→ **Goal of the exercise**
Below are some records; copy each line in them that contains "Bazaar".

================================

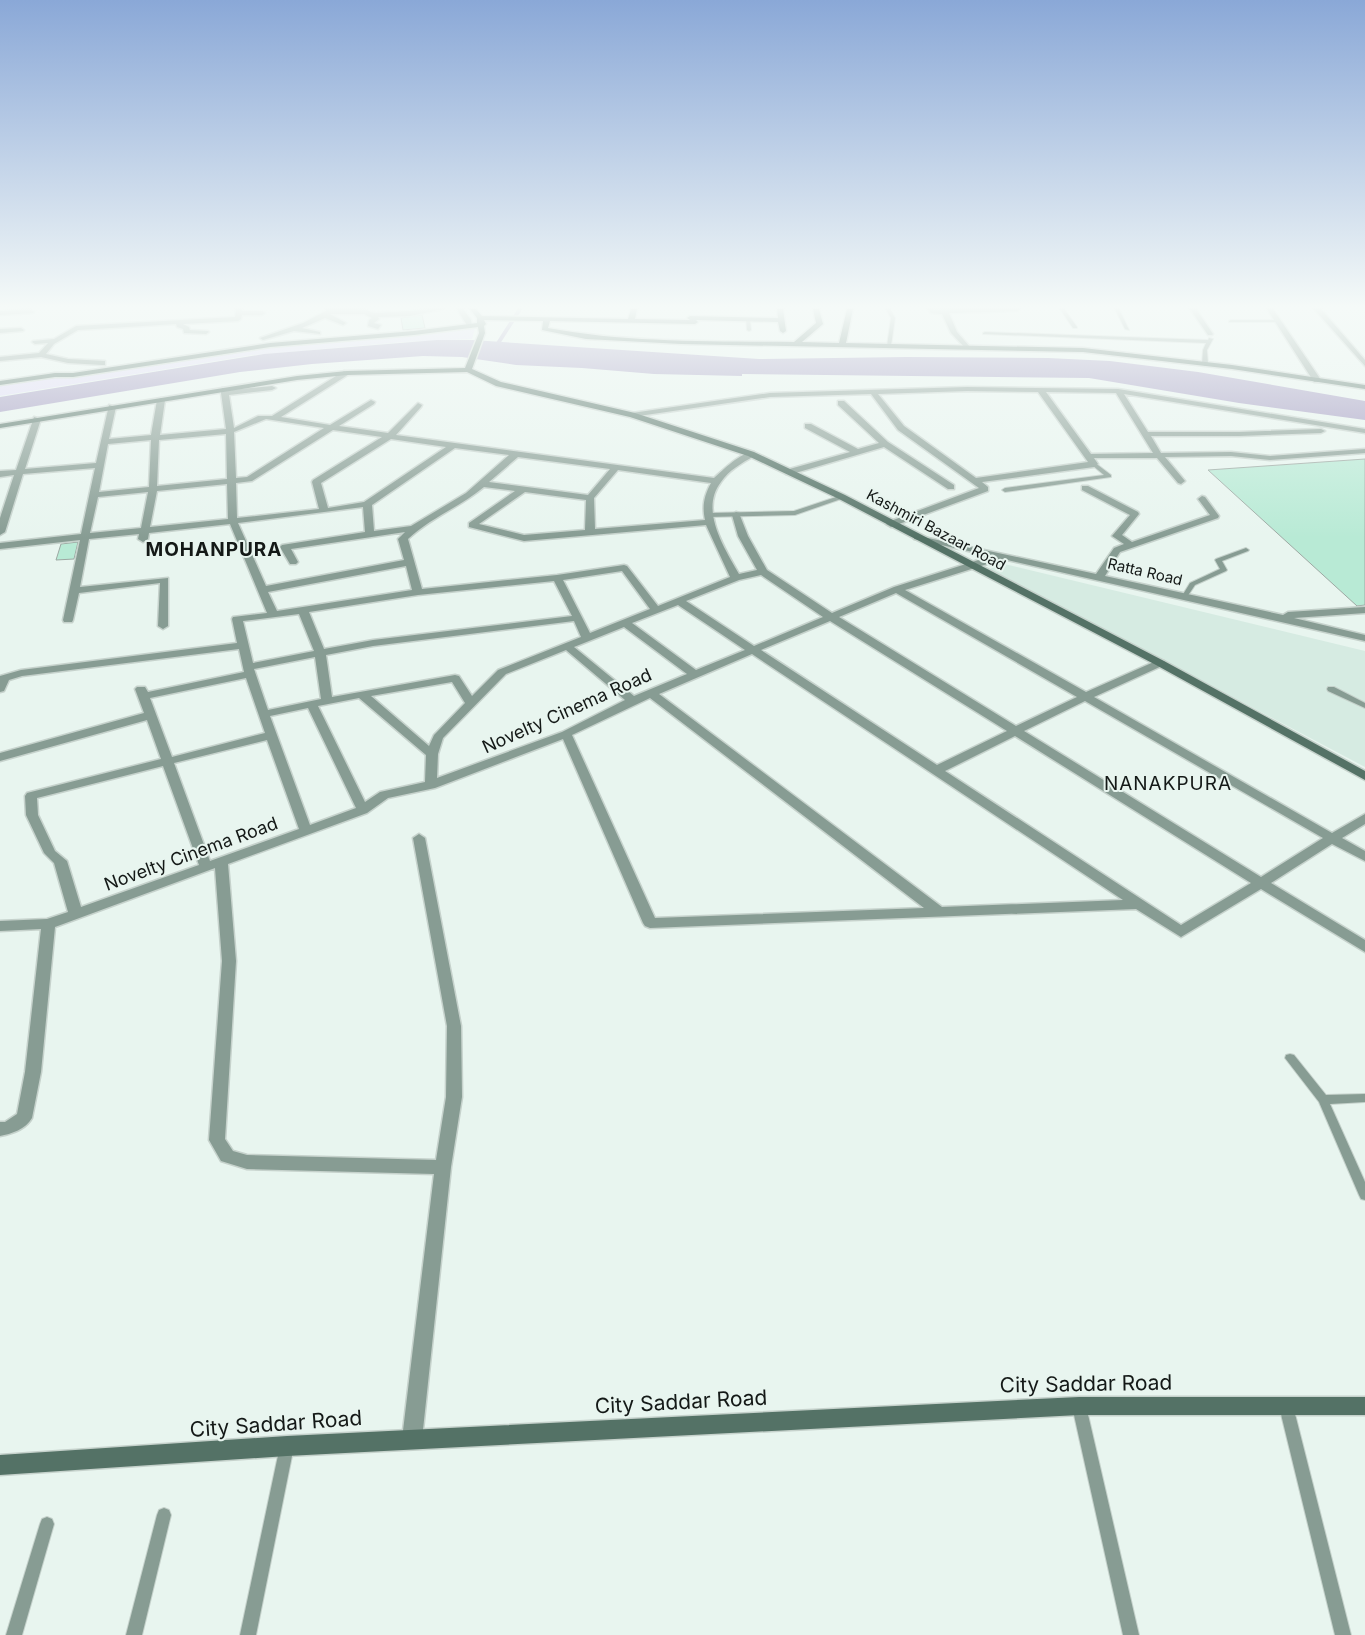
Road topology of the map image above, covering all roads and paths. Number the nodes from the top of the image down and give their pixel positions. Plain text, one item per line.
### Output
1 (259, 385) edge
2 (328, 385) edge
3 (504, 385) edge
4 (272, 388) dead end
5 (1040, 390) junction
6 (1118, 391) junction
7 (225, 392) junction
8 (873, 392) junction
9 (161, 400) junction
10 (371, 402) dead end
11 (841, 403) dead end
12 (418, 405) dead end
13 (112, 406) junction
14 (632, 416) junction
15 (274, 418) junction
16 (37, 419) junction
17 (0, 426) edge
18 (808, 426) dead end
19 (331, 427) junction
20 (1349, 430) junction
21 (230, 431) junction
22 (1365, 431) edge
23 (1145, 434) junction
24 (390, 436) junction
25 (155, 438) junction
26 (105, 442) junction
27 (885, 444) junction
28 (454, 445) junction
29 (1365, 450) edge
30 (857, 452) junction
31 (517, 453) junction
32 (750, 454) junction
33 (1158, 454) junction
34 (1092, 460) junction
35 (100, 465) junction
36 (616, 466) junction
37 (20, 472) junction
38 (789, 472) junction
39 (0, 474) edge
40 (974, 480) junction
41 (230, 481) junction
42 (715, 481) junction
43 (1181, 481) dead end
44 (482, 484) junction
45 (951, 487) dead end
46 (153, 488) junction
47 (1085, 488) dead end
48 (523, 489) junction
49 (1005, 490) dead end
50 (95, 495) junction
51 (842, 497) junction
52 (590, 498) junction
53 (1202, 500) dead end
54 (367, 504) junction
55 (324, 511) junction
56 (736, 515) junction
57 (708, 518) junction
58 (232, 521) junction
59 (892, 524) junction
60 (414, 528) junction
61 (0, 532) edge
62 (590, 532) junction
63 (144, 534) junction
64 (370, 534) junction
65 (87, 536) junction
66 (917, 538) junction
67 (1131, 545) junction
68 (0, 546) edge
69 (1246, 550) dead end
70 (1002, 556) junction
71 (294, 562) dead end
72 (410, 562) junction
73 (973, 566) junction
74 (763, 572) junction
75 (1099, 577) junction
76 (557, 578) junction
77 (736, 578) junction
78 (897, 589) junction
79 (74, 590) junction
80 (262, 590) junction
81 (418, 592) junction
82 (1185, 596) junction
83 (679, 601) junction
84 (303, 610) junction
85 (656, 610) junction
86 (1365, 610) edge
87 (273, 615) junction
88 (1274, 616) junction
89 (831, 617) junction
90 (578, 618) junction
91 (68, 620) dead end
92 (625, 622) junction
93 (163, 626) dead end
94 (587, 638) junction
95 (1365, 638) edge
96 (243, 645) junction
97 (567, 646) junction
98 (754, 648) junction
99 (320, 653) junction
100 (1160, 663) junction
101 (249, 671) junction
102 (694, 674) junction
103 (1331, 689) dead end
104 (0, 690) edge
105 (651, 693) junction
106 (362, 694) junction
107 (1085, 697) junction
108 (327, 701) junction
109 (633, 701) junction
110 (471, 703) junction
111 (311, 704) junction
112 (1365, 706) edge
113 (264, 714) junction
114 (151, 715) junction
115 (1015, 732) junction
116 (566, 734) junction
117 (271, 735) junction
118 (432, 754) junction
119 (0, 757) edge
120 (167, 761) junction
121 (937, 770) junction
122 (1365, 776) edge
123 (431, 786) junction
124 (363, 810) junction
125 (1365, 818) edge
126 (306, 830) junction
127 (1332, 837) junction
128 (420, 838) dead end
129 (1365, 856) edge
130 (213, 864) junction
131 (1261, 883) junction
132 (1138, 904) junction
133 (939, 912) junction
134 (76, 914) junction
135 (48, 924) junction
136 (0, 926) edge
137 (1365, 946) edge
138 (1290, 1058) dead end
139 (1365, 1098) edge
140 (1323, 1100) junction
141 (0, 1129) edge
142 (443, 1167) junction
143 (1364, 1192) edge
144 (1079, 1406) junction
145 (1286, 1406) junction
146 (1365, 1406) edge
147 (412, 1439) junction
148 (287, 1446) junction
149 (0, 1465) edge
150 (164, 1515) dead end
151 (47, 1524) dead end
152 (14, 1635) edge
153 (134, 1635) edge
154 (248, 1635) edge
155 (1131, 1635) edge
156 (1343, 1635) edge

1 - 7 street
2 - 15 street
3 - 14 street, Kashmiri Bazaar Road
4 - 7 street
5 - 6 street
5 - 8 street
5 - 34 street
6 - 20 street
6 - 23 street
7 - 9 street
7 - 21 street
8 - 14 street
8 - 40 street
9 - 13 street
9 - 25 street
10 - 19 street
11 - 27 street
12 - 24 street
13 - 16 street
13 - 26 street
14 - 32 street, Kashmiri Bazaar Road
15 - 19 street
15 - 21 street
16 - 17 street
16 - 37 street
18 - 30 street
19 - 24 street
19 - 41 street
20 - 22 street
20 - 23 street
21 - 25 street
21 - 41 street
23 - 33 street
24 - 28 street
24 - 55 street
25 - 26 street
25 - 46 street
26 - 35 street
27 - 30 street
27 - 45 street
28 - 31 street
28 - 54 street
29 - 33 street
30 - 38 street
31 - 36 street
31 - 44 street
32 - 38 street, Kashmiri Bazaar Road
32 - 42 street
33 - 34 street
33 - 43 street
34 - 40 street
34 - 49 lane
35 - 37 street
35 - 50 street
36 - 42 street
36 - 52 street
37 - 39 street
37 - 61 street
38 - 51 street, Kashmiri Bazaar Road
40 - 59 street
41 - 46 street
41 - 58 street
42 - 57 street
44 - 48 street
44 - 60 street
46 - 50 street
46 - 63 street
47 - 67 street
48 - 52 street
48 - 62 street
50 - 65 street
51 - 56 lane
51 - 59 street, Kashmiri Bazaar Road
52 - 62 street
53 - 67 street
54 - 55 street
54 - 64 street
55 - 58 street
56 - 57 lane
56 - 74 street
57 - 62 street
57 - 77 street
58 - 63 street
58 - 80 street
59 - 66 street, Kashmiri Bazaar Road
60 - 64 street
60 - 72 street
63 - 65 street
64 - 71 street
65 - 68 street
65 - 79 street
66 - 70 street, Ratta Road
66 - 73 street, Kashmiri Bazaar Road
67 - 75 street
69 - 82 lane
70 - 73 street, Novelty Cinema Road
70 - 75 street, Ratta Road
72 - 80 street
72 - 81 street
73 - 78 street, Novelty Cinema Road
73 - 100 street, Kashmiri Bazaar Road
74 - 77 street
74 - 89 street
75 - 82 street, Ratta Road
76 - 81 street
76 - 85 street
76 - 90 street
77 - 83 street
78 - 89 street, Novelty Cinema Road
78 - 107 street
79 - 91 street
79 - 93 street
80 - 87 street
81 - 84 street
82 - 88 street, Ratta Road
83 - 85 street
83 - 98 street
84 - 87 street
84 - 99 street
85 - 92 street
86 - 88 street
87 - 96 street
88 - 95 street, Ratta Road
89 - 98 street, Novelty Cinema Road
89 - 115 street
90 - 94 street
90 - 99 street
92 - 94 street
92 - 102 street
94 - 97 street
96 - 101 street
96 - 104 street
97 - 109 street
97 - 110 street
98 - 102 street, Novelty Cinema Road
98 - 121 street
99 - 101 street
99 - 108 street
100 - 107 street
100 - 122 street, Kashmiri Bazaar Road
101 - 113 street
101 - 114 street
102 - 105 street, Novelty Cinema Road
103 - 112 lane
105 - 109 street, Novelty Cinema Road
105 - 133 street
106 - 108 street
106 - 110 street
106 - 118 street
107 - 115 street
107 - 127 street
108 - 111 street
109 - 116 street, Novelty Cinema Road
110 - 118 street
111 - 113 street
111 - 124 street
113 - 117 street
114 - 119 street
114 - 120 street
115 - 121 street
115 - 131 street
116 - 123 street, Novelty Cinema Road
116 - 133 street
117 - 120 street
117 - 126 street
118 - 123 street
120 - 130 street
120 - 134 street
121 - 132 street
123 - 124 street, Novelty Cinema Road
124 - 126 street, Novelty Cinema Road
125 - 127 street
126 - 130 street, Novelty Cinema Road
127 - 129 street
127 - 131 street
128 - 142 street
130 - 134 street, Novelty Cinema Road
130 - 142 street
131 - 132 street
131 - 137 street
132 - 133 street
134 - 135 street, Novelty Cinema Road
135 - 136 street, Novelty Cinema Road
135 - 141 street
138 - 140 lane
139 - 140 lane
140 - 143 lane
142 - 147 street
144 - 145 street, City Saddar Road
144 - 147 street, City Saddar Road
144 - 155 lane
145 - 146 street, City Saddar Road
145 - 156 lane
147 - 148 street, City Saddar Road
148 - 149 street, City Saddar Road
148 - 154 lane
150 - 153 lane
151 - 152 lane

================================

→ **Worked solution**
3 - 14 street, Kashmiri Bazaar Road
14 - 32 street, Kashmiri Bazaar Road
32 - 38 street, Kashmiri Bazaar Road
38 - 51 street, Kashmiri Bazaar Road
51 - 59 street, Kashmiri Bazaar Road
59 - 66 street, Kashmiri Bazaar Road
66 - 73 street, Kashmiri Bazaar Road
73 - 100 street, Kashmiri Bazaar Road
100 - 122 street, Kashmiri Bazaar Road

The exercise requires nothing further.